Exercise directions: Your response needs to be the data below, retyped exactly.

(Collected data entries)
>>>>

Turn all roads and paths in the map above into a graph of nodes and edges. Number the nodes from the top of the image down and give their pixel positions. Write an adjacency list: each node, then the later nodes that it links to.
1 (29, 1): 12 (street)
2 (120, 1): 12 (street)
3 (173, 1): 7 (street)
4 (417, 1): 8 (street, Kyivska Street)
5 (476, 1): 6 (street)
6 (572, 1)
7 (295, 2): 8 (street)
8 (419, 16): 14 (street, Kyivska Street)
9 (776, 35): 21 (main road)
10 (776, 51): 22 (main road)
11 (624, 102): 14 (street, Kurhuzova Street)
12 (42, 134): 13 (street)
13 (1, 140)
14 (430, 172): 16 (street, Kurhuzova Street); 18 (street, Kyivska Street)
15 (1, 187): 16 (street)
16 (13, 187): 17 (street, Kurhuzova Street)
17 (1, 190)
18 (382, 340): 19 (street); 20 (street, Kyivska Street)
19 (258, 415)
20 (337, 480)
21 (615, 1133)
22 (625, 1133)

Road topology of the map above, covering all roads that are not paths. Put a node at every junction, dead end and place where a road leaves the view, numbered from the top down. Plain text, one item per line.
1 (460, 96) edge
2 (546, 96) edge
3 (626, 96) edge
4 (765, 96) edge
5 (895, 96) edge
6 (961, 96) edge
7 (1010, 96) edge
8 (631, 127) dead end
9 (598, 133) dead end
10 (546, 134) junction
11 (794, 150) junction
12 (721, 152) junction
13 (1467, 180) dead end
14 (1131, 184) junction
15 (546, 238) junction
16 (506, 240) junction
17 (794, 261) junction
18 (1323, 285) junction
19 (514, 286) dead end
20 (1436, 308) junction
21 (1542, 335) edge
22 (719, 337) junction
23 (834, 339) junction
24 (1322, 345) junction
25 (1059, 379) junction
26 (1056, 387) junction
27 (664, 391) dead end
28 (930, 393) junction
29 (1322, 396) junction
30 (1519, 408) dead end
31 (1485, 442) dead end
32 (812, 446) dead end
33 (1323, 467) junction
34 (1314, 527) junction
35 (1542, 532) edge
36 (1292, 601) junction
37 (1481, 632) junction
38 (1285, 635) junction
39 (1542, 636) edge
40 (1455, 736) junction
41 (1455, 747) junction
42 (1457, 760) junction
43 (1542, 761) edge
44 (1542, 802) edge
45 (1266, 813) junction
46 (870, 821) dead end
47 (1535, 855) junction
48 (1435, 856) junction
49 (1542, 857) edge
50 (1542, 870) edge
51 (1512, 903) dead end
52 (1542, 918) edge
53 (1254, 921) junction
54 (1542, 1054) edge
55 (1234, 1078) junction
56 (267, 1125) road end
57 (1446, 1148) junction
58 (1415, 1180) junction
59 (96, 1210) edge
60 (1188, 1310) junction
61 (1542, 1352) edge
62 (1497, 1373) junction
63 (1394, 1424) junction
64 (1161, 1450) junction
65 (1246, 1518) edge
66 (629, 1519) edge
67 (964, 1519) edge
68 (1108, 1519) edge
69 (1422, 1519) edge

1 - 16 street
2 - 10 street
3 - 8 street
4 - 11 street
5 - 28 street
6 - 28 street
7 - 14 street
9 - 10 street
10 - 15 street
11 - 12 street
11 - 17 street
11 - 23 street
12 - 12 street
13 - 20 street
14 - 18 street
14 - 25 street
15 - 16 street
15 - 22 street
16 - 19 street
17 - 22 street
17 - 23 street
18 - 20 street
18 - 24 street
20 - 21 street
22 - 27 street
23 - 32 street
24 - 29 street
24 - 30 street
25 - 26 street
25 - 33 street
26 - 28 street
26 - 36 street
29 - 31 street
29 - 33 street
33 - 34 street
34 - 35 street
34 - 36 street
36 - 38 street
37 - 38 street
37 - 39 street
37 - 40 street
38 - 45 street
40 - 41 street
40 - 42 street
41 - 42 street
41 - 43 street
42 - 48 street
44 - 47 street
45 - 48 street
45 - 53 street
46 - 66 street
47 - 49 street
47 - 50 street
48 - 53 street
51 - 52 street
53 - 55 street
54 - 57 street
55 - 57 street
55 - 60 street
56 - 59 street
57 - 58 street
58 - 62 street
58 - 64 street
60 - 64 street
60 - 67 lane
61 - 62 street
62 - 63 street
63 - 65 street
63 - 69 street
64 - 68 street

<<<<

Your solution:
Turn all roads and paths in the map above into a graph of nodes and edges. Number the nodes from the top of the image down and give their pixel positions. Write an adjacency list: each node, then the later nodes that it links to.
1 (29, 1): 12 (street)
2 (120, 1): 12 (street)
3 (173, 1): 7 (street)
4 (417, 1): 8 (street, Kyivska Street)
5 (476, 1): 6 (street)
6 (572, 1)
7 (295, 2): 8 (street)
8 (419, 16): 14 (street, Kyivska Street)
9 (776, 35): 21 (main road)
10 (776, 51): 22 (main road)
11 (624, 102): 14 (street, Kurhuzova Street)
12 (42, 134): 13 (street)
13 (1, 140)
14 (430, 172): 16 (street, Kurhuzova Street); 18 (street, Kyivska Street)
15 (1, 187): 16 (street)
16 (13, 187): 17 (street, Kurhuzova Street)
17 (1, 190)
18 (382, 340): 19 (street); 20 (street, Kyivska Street)
19 (258, 415)
20 (337, 480)
21 (615, 1133)
22 (625, 1133)

Road topology of the map above, covering all roads that are not paths. Put a node at every junction, dead end and place where a road leaves the view, numbered from the top down. Plain text, one item per line.
1 (460, 96) edge
2 (546, 96) edge
3 (626, 96) edge
4 (765, 96) edge
5 (895, 96) edge
6 (961, 96) edge
7 (1010, 96) edge
8 (631, 127) dead end
9 (598, 133) dead end
10 (546, 134) junction
11 (794, 150) junction
12 (721, 152) junction
13 (1467, 180) dead end
14 (1131, 184) junction
15 (546, 238) junction
16 (506, 240) junction
17 (794, 261) junction
18 (1323, 285) junction
19 (514, 286) dead end
20 (1436, 308) junction
21 (1542, 335) edge
22 (719, 337) junction
23 (834, 339) junction
24 (1322, 345) junction
25 (1059, 379) junction
26 (1056, 387) junction
27 (664, 391) dead end
28 (930, 393) junction
29 (1322, 396) junction
30 (1519, 408) dead end
31 (1485, 442) dead end
32 (812, 446) dead end
33 (1323, 467) junction
34 (1314, 527) junction
35 (1542, 532) edge
36 (1292, 601) junction
37 (1481, 632) junction
38 (1285, 635) junction
39 (1542, 636) edge
40 (1455, 736) junction
41 (1455, 747) junction
42 (1457, 760) junction
43 (1542, 761) edge
44 (1542, 802) edge
45 (1266, 813) junction
46 (870, 821) dead end
47 (1535, 855) junction
48 (1435, 856) junction
49 (1542, 857) edge
50 (1542, 870) edge
51 (1512, 903) dead end
52 (1542, 918) edge
53 (1254, 921) junction
54 (1542, 1054) edge
55 (1234, 1078) junction
56 (267, 1125) road end
57 (1446, 1148) junction
58 (1415, 1180) junction
59 (96, 1210) edge
60 (1188, 1310) junction
61 (1542, 1352) edge
62 (1497, 1373) junction
63 (1394, 1424) junction
64 (1161, 1450) junction
65 (1246, 1518) edge
66 (629, 1519) edge
67 (964, 1519) edge
68 (1108, 1519) edge
69 (1422, 1519) edge

1 - 16 street
2 - 10 street
3 - 8 street
4 - 11 street
5 - 28 street
6 - 28 street
7 - 14 street
9 - 10 street
10 - 15 street
11 - 12 street
11 - 17 street
11 - 23 street
12 - 12 street
13 - 20 street
14 - 18 street
14 - 25 street
15 - 16 street
15 - 22 street
16 - 19 street
17 - 22 street
17 - 23 street
18 - 20 street
18 - 24 street
20 - 21 street
22 - 27 street
23 - 32 street
24 - 29 street
24 - 30 street
25 - 26 street
25 - 33 street
26 - 28 street
26 - 36 street
29 - 31 street
29 - 33 street
33 - 34 street
34 - 35 street
34 - 36 street
36 - 38 street
37 - 38 street
37 - 39 street
37 - 40 street
38 - 45 street
40 - 41 street
40 - 42 street
41 - 42 street
41 - 43 street
42 - 48 street
44 - 47 street
45 - 48 street
45 - 53 street
46 - 66 street
47 - 49 street
47 - 50 street
48 - 53 street
51 - 52 street
53 - 55 street
54 - 57 street
55 - 57 street
55 - 60 street
56 - 59 street
57 - 58 street
58 - 62 street
58 - 64 street
60 - 64 street
60 - 67 lane
61 - 62 street
62 - 63 street
63 - 65 street
63 - 69 street
64 - 68 street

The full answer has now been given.